**TASK TO CARRY OUT**
Each entry, in full: reproduce it exactly.

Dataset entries
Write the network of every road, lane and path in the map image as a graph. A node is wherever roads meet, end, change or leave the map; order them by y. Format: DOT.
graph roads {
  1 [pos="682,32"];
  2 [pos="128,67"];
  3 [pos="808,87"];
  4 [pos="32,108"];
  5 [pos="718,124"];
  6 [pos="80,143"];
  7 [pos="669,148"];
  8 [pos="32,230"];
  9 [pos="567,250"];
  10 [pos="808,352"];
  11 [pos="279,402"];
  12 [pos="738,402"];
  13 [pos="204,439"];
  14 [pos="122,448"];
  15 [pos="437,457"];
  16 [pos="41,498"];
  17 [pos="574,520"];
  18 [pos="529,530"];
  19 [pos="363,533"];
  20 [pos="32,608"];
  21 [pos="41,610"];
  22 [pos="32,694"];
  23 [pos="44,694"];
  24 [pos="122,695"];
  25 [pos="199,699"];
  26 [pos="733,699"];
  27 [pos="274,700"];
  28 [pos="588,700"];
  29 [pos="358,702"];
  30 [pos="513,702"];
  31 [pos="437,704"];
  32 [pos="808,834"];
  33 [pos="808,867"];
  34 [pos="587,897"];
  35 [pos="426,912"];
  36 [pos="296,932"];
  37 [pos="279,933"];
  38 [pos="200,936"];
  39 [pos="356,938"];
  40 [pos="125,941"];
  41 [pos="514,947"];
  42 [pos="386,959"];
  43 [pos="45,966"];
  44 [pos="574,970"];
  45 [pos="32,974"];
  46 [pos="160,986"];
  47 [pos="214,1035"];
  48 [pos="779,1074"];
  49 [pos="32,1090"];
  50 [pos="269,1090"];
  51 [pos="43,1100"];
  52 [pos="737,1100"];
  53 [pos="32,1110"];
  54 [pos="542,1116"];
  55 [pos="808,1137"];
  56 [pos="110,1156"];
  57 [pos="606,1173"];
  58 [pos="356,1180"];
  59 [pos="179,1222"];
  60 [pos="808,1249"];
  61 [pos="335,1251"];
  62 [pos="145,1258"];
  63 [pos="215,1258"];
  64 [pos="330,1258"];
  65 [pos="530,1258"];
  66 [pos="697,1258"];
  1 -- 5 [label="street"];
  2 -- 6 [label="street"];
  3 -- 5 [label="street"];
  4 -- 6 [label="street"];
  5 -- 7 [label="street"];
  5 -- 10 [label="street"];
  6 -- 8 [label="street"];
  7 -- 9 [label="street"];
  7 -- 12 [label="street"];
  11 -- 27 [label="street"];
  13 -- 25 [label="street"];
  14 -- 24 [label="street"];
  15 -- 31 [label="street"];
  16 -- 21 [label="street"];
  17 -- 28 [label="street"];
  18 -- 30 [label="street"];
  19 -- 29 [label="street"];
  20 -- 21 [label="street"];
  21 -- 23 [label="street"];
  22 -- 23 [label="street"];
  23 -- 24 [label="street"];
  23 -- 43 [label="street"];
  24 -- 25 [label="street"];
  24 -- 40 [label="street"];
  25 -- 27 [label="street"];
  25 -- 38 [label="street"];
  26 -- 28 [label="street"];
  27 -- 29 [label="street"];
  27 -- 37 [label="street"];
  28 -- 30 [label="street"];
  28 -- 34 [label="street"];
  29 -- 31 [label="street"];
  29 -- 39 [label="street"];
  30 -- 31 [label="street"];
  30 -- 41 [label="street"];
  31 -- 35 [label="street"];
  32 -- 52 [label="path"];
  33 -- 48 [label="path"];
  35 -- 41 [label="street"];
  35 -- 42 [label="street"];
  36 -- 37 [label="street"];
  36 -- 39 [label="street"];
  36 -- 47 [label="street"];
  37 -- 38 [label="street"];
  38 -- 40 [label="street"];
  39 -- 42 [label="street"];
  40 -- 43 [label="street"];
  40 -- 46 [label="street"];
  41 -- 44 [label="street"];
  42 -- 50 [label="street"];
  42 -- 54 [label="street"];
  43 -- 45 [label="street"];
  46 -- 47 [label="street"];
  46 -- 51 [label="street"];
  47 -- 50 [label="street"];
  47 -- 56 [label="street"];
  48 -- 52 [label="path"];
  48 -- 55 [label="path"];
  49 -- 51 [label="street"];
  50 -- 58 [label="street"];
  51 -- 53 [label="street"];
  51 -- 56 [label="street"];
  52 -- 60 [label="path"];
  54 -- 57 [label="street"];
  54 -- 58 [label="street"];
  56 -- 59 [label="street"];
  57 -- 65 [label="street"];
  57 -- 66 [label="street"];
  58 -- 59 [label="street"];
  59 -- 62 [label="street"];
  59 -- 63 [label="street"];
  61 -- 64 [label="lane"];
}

**SOLUTION FOR THIS EXERCISE**
Write the network of every road, lane and path in the map image as a graph. A node is wherever roads meet, end, change or leave the map; order them by y. Format: DOT.
graph roads {
  1 [pos="682,32"];
  2 [pos="128,67"];
  3 [pos="808,87"];
  4 [pos="32,108"];
  5 [pos="718,124"];
  6 [pos="80,143"];
  7 [pos="669,148"];
  8 [pos="32,230"];
  9 [pos="567,250"];
  10 [pos="808,352"];
  11 [pos="279,402"];
  12 [pos="738,402"];
  13 [pos="204,439"];
  14 [pos="122,448"];
  15 [pos="437,457"];
  16 [pos="41,498"];
  17 [pos="574,520"];
  18 [pos="529,530"];
  19 [pos="363,533"];
  20 [pos="32,608"];
  21 [pos="41,610"];
  22 [pos="32,694"];
  23 [pos="44,694"];
  24 [pos="122,695"];
  25 [pos="199,699"];
  26 [pos="733,699"];
  27 [pos="274,700"];
  28 [pos="588,700"];
  29 [pos="358,702"];
  30 [pos="513,702"];
  31 [pos="437,704"];
  32 [pos="808,834"];
  33 [pos="808,867"];
  34 [pos="587,897"];
  35 [pos="426,912"];
  36 [pos="296,932"];
  37 [pos="279,933"];
  38 [pos="200,936"];
  39 [pos="356,938"];
  40 [pos="125,941"];
  41 [pos="514,947"];
  42 [pos="386,959"];
  43 [pos="45,966"];
  44 [pos="574,970"];
  45 [pos="32,974"];
  46 [pos="160,986"];
  47 [pos="214,1035"];
  48 [pos="779,1074"];
  49 [pos="32,1090"];
  50 [pos="269,1090"];
  51 [pos="43,1100"];
  52 [pos="737,1100"];
  53 [pos="32,1110"];
  54 [pos="542,1116"];
  55 [pos="808,1137"];
  56 [pos="110,1156"];
  57 [pos="606,1173"];
  58 [pos="356,1180"];
  59 [pos="179,1222"];
  60 [pos="808,1249"];
  61 [pos="335,1251"];
  62 [pos="145,1258"];
  63 [pos="215,1258"];
  64 [pos="330,1258"];
  65 [pos="530,1258"];
  66 [pos="697,1258"];
  1 -- 5 [label="street"];
  2 -- 6 [label="street"];
  3 -- 5 [label="street"];
  4 -- 6 [label="street"];
  5 -- 7 [label="street"];
  5 -- 10 [label="street"];
  6 -- 8 [label="street"];
  7 -- 9 [label="street"];
  7 -- 12 [label="street"];
  11 -- 27 [label="street"];
  13 -- 25 [label="street"];
  14 -- 24 [label="street"];
  15 -- 31 [label="street"];
  16 -- 21 [label="street"];
  17 -- 28 [label="street"];
  18 -- 30 [label="street"];
  19 -- 29 [label="street"];
  20 -- 21 [label="street"];
  21 -- 23 [label="street"];
  22 -- 23 [label="street"];
  23 -- 24 [label="street"];
  23 -- 43 [label="street"];
  24 -- 25 [label="street"];
  24 -- 40 [label="street"];
  25 -- 27 [label="street"];
  25 -- 38 [label="street"];
  26 -- 28 [label="street"];
  27 -- 29 [label="street"];
  27 -- 37 [label="street"];
  28 -- 30 [label="street"];
  28 -- 34 [label="street"];
  29 -- 31 [label="street"];
  29 -- 39 [label="street"];
  30 -- 31 [label="street"];
  30 -- 41 [label="street"];
  31 -- 35 [label="street"];
  32 -- 52 [label="path"];
  33 -- 48 [label="path"];
  35 -- 41 [label="street"];
  35 -- 42 [label="street"];
  36 -- 37 [label="street"];
  36 -- 39 [label="street"];
  36 -- 47 [label="street"];
  37 -- 38 [label="street"];
  38 -- 40 [label="street"];
  39 -- 42 [label="street"];
  40 -- 43 [label="street"];
  40 -- 46 [label="street"];
  41 -- 44 [label="street"];
  42 -- 50 [label="street"];
  42 -- 54 [label="street"];
  43 -- 45 [label="street"];
  46 -- 47 [label="street"];
  46 -- 51 [label="street"];
  47 -- 50 [label="street"];
  47 -- 56 [label="street"];
  48 -- 52 [label="path"];
  48 -- 55 [label="path"];
  49 -- 51 [label="street"];
  50 -- 58 [label="street"];
  51 -- 53 [label="street"];
  51 -- 56 [label="street"];
  52 -- 60 [label="path"];
  54 -- 57 [label="street"];
  54 -- 58 [label="street"];
  56 -- 59 [label="street"];
  57 -- 65 [label="street"];
  57 -- 66 [label="street"];
  58 -- 59 [label="street"];
  59 -- 62 [label="street"];
  59 -- 63 [label="street"];
  61 -- 64 [label="lane"];
}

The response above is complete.